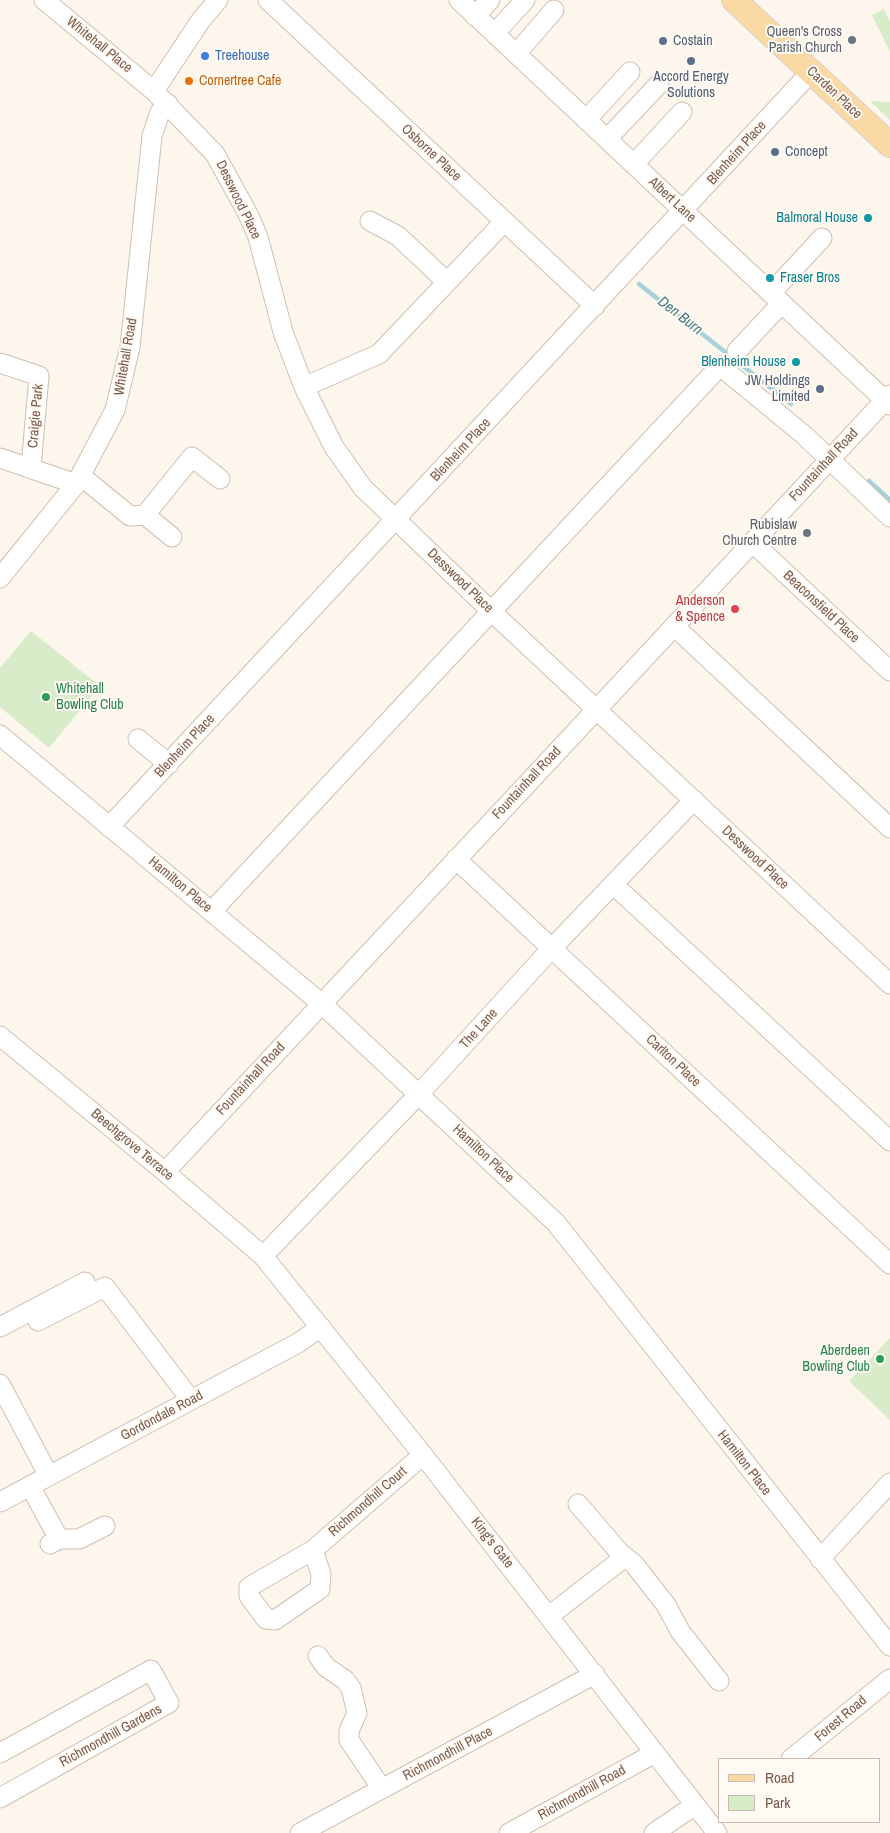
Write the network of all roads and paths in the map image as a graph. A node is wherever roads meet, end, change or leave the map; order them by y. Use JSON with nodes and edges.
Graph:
{"nodes":[{"id":1,"x":44,"y":0,"type":"edge"},
{"id":2,"x":218,"y":0,"type":"edge"},
{"id":3,"x":268,"y":0,"type":"edge"},
{"id":4,"x":459,"y":0,"type":"edge"},
{"id":5,"x":490,"y":0,"type":"edge"},
{"id":6,"x":525,"y":0,"type":"edge"},
{"id":7,"x":734,"y":0,"type":"edge"},
{"id":8,"x":554,"y":10,"type":"dead end"},
{"id":9,"x":475,"y":16,"type":"junction"},
{"id":10,"x":494,"y":33,"type":"junction"},
{"id":11,"x":516,"y":54,"type":"junction"},
{"id":12,"x":630,"y":72,"type":"dead end"},
{"id":13,"x":811,"y":72,"type":"junction"},
{"id":14,"x":659,"y":84,"type":"dead end"},
{"id":15,"x":154,"y":91,"type":"junction"},
{"id":16,"x":168,"y":104,"type":"junction"},
{"id":17,"x":682,"y":112,"type":"dead end"},
{"id":18,"x":587,"y":119,"type":"junction"},
{"id":19,"x":607,"y":139,"type":"junction"},
{"id":20,"x":890,"y":145,"type":"edge"},
{"id":21,"x":634,"y":164,"type":"junction"},
{"id":22,"x":684,"y":211,"type":"junction"},
{"id":23,"x":370,"y":220,"type":"dead end"},
{"id":24,"x":504,"y":222,"type":"junction"},
{"id":25,"x":822,"y":238,"type":"dead end"},
{"id":26,"x":447,"y":282,"type":"junction"},
{"id":27,"x":777,"y":298,"type":"junction"},
{"id":28,"x":595,"y":306,"type":"junction"},
{"id":29,"x":737,"y":351,"type":"dead end"},
{"id":30,"x":0,"y":363,"type":"edge"},
{"id":31,"x":304,"y":387,"type":"junction"},
{"id":32,"x":888,"y":400,"type":"edge"},
{"id":33,"x":0,"y":458,"type":"edge"},
{"id":34,"x":830,"y":460,"type":"junction"},
{"id":35,"x":31,"y":467,"type":"junction"},
{"id":36,"x":220,"y":479,"type":"dead end"},
{"id":37,"x":79,"y":480,"type":"junction"},
{"id":38,"x":145,"y":515,"type":"junction"},
{"id":39,"x":890,"y":517,"type":"edge"},
{"id":40,"x":396,"y":519,"type":"junction"},
{"id":41,"x":172,"y":537,"type":"dead end"},
{"id":42,"x":753,"y":543,"type":"junction"},
{"id":43,"x":0,"y":578,"type":"edge"},
{"id":44,"x":491,"y":611,"type":"junction"},
{"id":45,"x":674,"y":626,"type":"junction"},
{"id":46,"x":890,"y":671,"type":"edge"},
{"id":47,"x":597,"y":708,"type":"junction"},
{"id":48,"x":0,"y":736,"type":"edge"},
{"id":49,"x":138,"y":739,"type":"dead end"},
{"id":50,"x":169,"y":764,"type":"junction"},
{"id":51,"x":694,"y":800,"type":"junction"},
{"id":52,"x":109,"y":827,"type":"junction"},
{"id":53,"x":890,"y":828,"type":"edge"},
{"id":54,"x":456,"y":859,"type":"junction"},
{"id":55,"x":614,"y":885,"type":"junction"},
{"id":56,"x":212,"y":912,"type":"junction"},
{"id":57,"x":552,"y":948,"type":"junction"},
{"id":58,"x":890,"y":984,"type":"edge"},
{"id":59,"x":322,"y":1004,"type":"junction"},
{"id":60,"x":0,"y":1036,"type":"edge"},
{"id":61,"x":420,"y":1094,"type":"junction"},
{"id":62,"x":890,"y":1141,"type":"edge"},
{"id":63,"x":165,"y":1172,"type":"junction"},
{"id":64,"x":263,"y":1256,"type":"junction"},
{"id":65,"x":890,"y":1264,"type":"edge"},
{"id":66,"x":85,"y":1282,"type":"dead end"},
{"id":67,"x":38,"y":1322,"type":"dead end"},
{"id":68,"x":0,"y":1327,"type":"edge"},
{"id":69,"x":321,"y":1327,"type":"junction"},
{"id":70,"x":0,"y":1384,"type":"edge"},
{"id":71,"x":191,"y":1400,"type":"junction"},
{"id":72,"x":6,"y":1409,"type":"edge"},
{"id":73,"x":423,"y":1454,"type":"junction"},
{"id":74,"x":49,"y":1476,"type":"junction"},
{"id":75,"x":890,"y":1483,"type":"edge"},
{"id":76,"x":30,"y":1486,"type":"junction"},
{"id":77,"x":0,"y":1502,"type":"edge"},
{"id":78,"x":578,"y":1504,"type":"dead end"},
{"id":79,"x":105,"y":1526,"type":"dead end"},
{"id":80,"x":313,"y":1550,"type":"dead end"},
{"id":81,"x":625,"y":1557,"type":"junction"},
{"id":82,"x":820,"y":1559,"type":"junction"},
{"id":83,"x":549,"y":1616,"type":"junction"},
{"id":84,"x":890,"y":1646,"type":"edge"},
{"id":85,"x":318,"y":1656,"type":"dead end"},
{"id":86,"x":595,"y":1674,"type":"junction"},
{"id":87,"x":890,"y":1678,"type":"edge"},
{"id":88,"x":719,"y":1681,"type":"dead end"},
{"id":89,"x":655,"y":1752,"type":"junction"},
{"id":90,"x":0,"y":1753,"type":"edge"},
{"id":91,"x":792,"y":1758,"type":"edge"},
{"id":92,"x":382,"y":1789,"type":"junction"},
{"id":93,"x":0,"y":1798,"type":"edge"},
{"id":94,"x":695,"y":1805,"type":"junction"},
{"id":95,"x":714,"y":1823,"type":"edge"},
{"id":96,"x":300,"y":1833,"type":"edge"},
{"id":97,"x":509,"y":1833,"type":"edge"},
{"id":98,"x":654,"y":1833,"type":"edge"}],
"edges":[{"from":1,"to":15,"type":"street","name":"Whitehall Place"},
{"from":2,"to":15,"type":"street"},
{"from":3,"to":24,"type":"street","name":"Osborne Place"},
{"from":4,"to":9,"type":"street","name":"Albert Lane"},
{"from":5,"to":9,"type":"street"},
{"from":6,"to":10,"type":"street"},
{"from":7,"to":13,"type":"main road","name":"Carden Place"},
{"from":8,"to":11,"type":"street"},
{"from":9,"to":10,"type":"street","name":"Albert Lane"},
{"from":10,"to":11,"type":"street","name":"Albert Lane"},
{"from":11,"to":18,"type":"street","name":"Albert Lane"},
{"from":12,"to":18,"type":"street"},
{"from":13,"to":20,"type":"main road","name":"Carden Place"},
{"from":13,"to":22,"type":"street","name":"Blenheim Place"},
{"from":14,"to":19,"type":"street"},
{"from":15,"to":16,"type":"street","name":"Desswood Place"},
{"from":16,"to":31,"type":"street","name":"Desswood Place"},
{"from":16,"to":37,"type":"street","name":"Whitehall Road"},
{"from":17,"to":21,"type":"street"},
{"from":18,"to":19,"type":"street","name":"Albert Lane"},
{"from":19,"to":21,"type":"street","name":"Albert Lane"},
{"from":21,"to":22,"type":"street","name":"Albert Lane"},
{"from":22,"to":27,"type":"street","name":"Albert Lane"},
{"from":22,"to":28,"type":"street","name":"Blenheim Place"},
{"from":23,"to":26,"type":"street"},
{"from":24,"to":26,"type":"street"},
{"from":24,"to":28,"type":"street","name":"Osborne Place"},
{"from":25,"to":27,"type":"street"},
{"from":26,"to":31,"type":"street"},
{"from":27,"to":29,"type":"street"},
{"from":27,"to":32,"type":"street","name":"Albert Lane"},
{"from":28,"to":40,"type":"street","name":"Blenheim Place"},
{"from":30,"to":35,"type":"street","name":"Craigie Park"},
{"from":31,"to":40,"type":"street","name":"Desswood Place"},
{"from":32,"to":34,"type":"street","name":"Fountainhall Road"},
{"from":33,"to":35,"type":"street"},
{"from":34,"to":39,"type":"street"},
{"from":34,"to":42,"type":"street","name":"Fountainhall Road"},
{"from":34,"to":44,"type":"street"},
{"from":35,"to":37,"type":"street"},
{"from":36,"to":38,"type":"street"},
{"from":37,"to":38,"type":"street"},
{"from":37,"to":43,"type":"street","name":"Whitehall Road"},
{"from":38,"to":41,"type":"street"},
{"from":40,"to":44,"type":"street","name":"Desswood Place"},
{"from":40,"to":50,"type":"street","name":"Blenheim Place"},
{"from":42,"to":45,"type":"street","name":"Fountainhall Road"},
{"from":42,"to":46,"type":"street","name":"Beaconsfield Place"},
{"from":44,"to":47,"type":"street","name":"Desswood Place"},
{"from":44,"to":56,"type":"street"},
{"from":45,"to":47,"type":"street","name":"Fountainhall Road"},
{"from":45,"to":53,"type":"street"},
{"from":47,"to":51,"type":"street","name":"Desswood Place"},
{"from":47,"to":54,"type":"street","name":"Fountainhall Road"},
{"from":48,"to":52,"type":"street","name":"Hamilton Place"},
{"from":49,"to":50,"type":"street"},
{"from":50,"to":52,"type":"street","name":"Blenheim Place"},
{"from":51,"to":55,"type":"street","name":"The Lane"},
{"from":51,"to":58,"type":"street","name":"Desswood Place"},
{"from":52,"to":56,"type":"street","name":"Hamilton Place"},
{"from":54,"to":57,"type":"street","name":"Carlton Place"},
{"from":54,"to":59,"type":"street","name":"Fountainhall Road"},
{"from":55,"to":57,"type":"street","name":"The Lane"},
{"from":55,"to":62,"type":"street"},
{"from":56,"to":59,"type":"street","name":"Hamilton Place"},
{"from":57,"to":61,"type":"street","name":"The Lane"},
{"from":57,"to":65,"type":"street","name":"Carlton Place"},
{"from":59,"to":61,"type":"street","name":"Hamilton Place"},
{"from":59,"to":63,"type":"street","name":"Fountainhall Road"},
{"from":60,"to":63,"type":"street","name":"Beechgrove Terrace"},
{"from":61,"to":64,"type":"street","name":"The Lane"},
{"from":61,"to":82,"type":"street","name":"Hamilton Place"},
{"from":63,"to":64,"type":"street","name":"Beechgrove Terrace"},
{"from":64,"to":69,"type":"street","name":"King's Gate"},
{"from":66,"to":68,"type":"street"},
{"from":67,"to":71,"type":"street"},
{"from":69,"to":71,"type":"street","name":"Gordondale Road"},
{"from":69,"to":73,"type":"street","name":"King's Gate"},
{"from":70,"to":72,"type":"street"},
{"from":71,"to":74,"type":"street","name":"Gordondale Road"},
{"from":72,"to":74,"type":"street"},
{"from":73,"to":80,"type":"street","name":"Richmondhill Court"},
{"from":73,"to":83,"type":"street","name":"King's Gate"},
{"from":74,"to":76,"type":"street","name":"Gordondale Road"},
{"from":75,"to":82,"type":"street"},
{"from":76,"to":77,"type":"street","name":"Gordondale Road"},
{"from":76,"to":79,"type":"street"},
{"from":78,"to":81,"type":"street"},
{"from":81,"to":83,"type":"street"},
{"from":81,"to":88,"type":"street"},
{"from":82,"to":84,"type":"street","name":"Hamilton Place"},
{"from":83,"to":86,"type":"street","name":"King's Gate"},
{"from":85,"to":92,"type":"street"},
{"from":86,"to":89,"type":"street","name":"King's Gate"},
{"from":86,"to":92,"type":"street","name":"Richmondhill Place"},
{"from":87,"to":91,"type":"street","name":"Forest Road"},
{"from":89,"to":94,"type":"street","name":"King's Gate"},
{"from":89,"to":97,"type":"street","name":"Richmondhill Road"},
{"from":90,"to":93,"type":"street","name":"Richmondhill Gardens"},
{"from":92,"to":96,"type":"street","name":"Richmondhill Place"},
{"from":94,"to":95,"type":"street","name":"King's Gate"},
{"from":94,"to":98,"type":"street"}]}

Your assignment
Filter the listing above down to the lines that contain the word "Desswood".

Task result
{"from":15,"to":16,"type":"street","name":"Desswood Place"},
{"from":16,"to":31,"type":"street","name":"Desswood Place"},
{"from":31,"to":40,"type":"street","name":"Desswood Place"},
{"from":40,"to":44,"type":"street","name":"Desswood Place"},
{"from":44,"to":47,"type":"street","name":"Desswood Place"},
{"from":47,"to":51,"type":"street","name":"Desswood Place"},
{"from":51,"to":58,"type":"street","name":"Desswood Place"},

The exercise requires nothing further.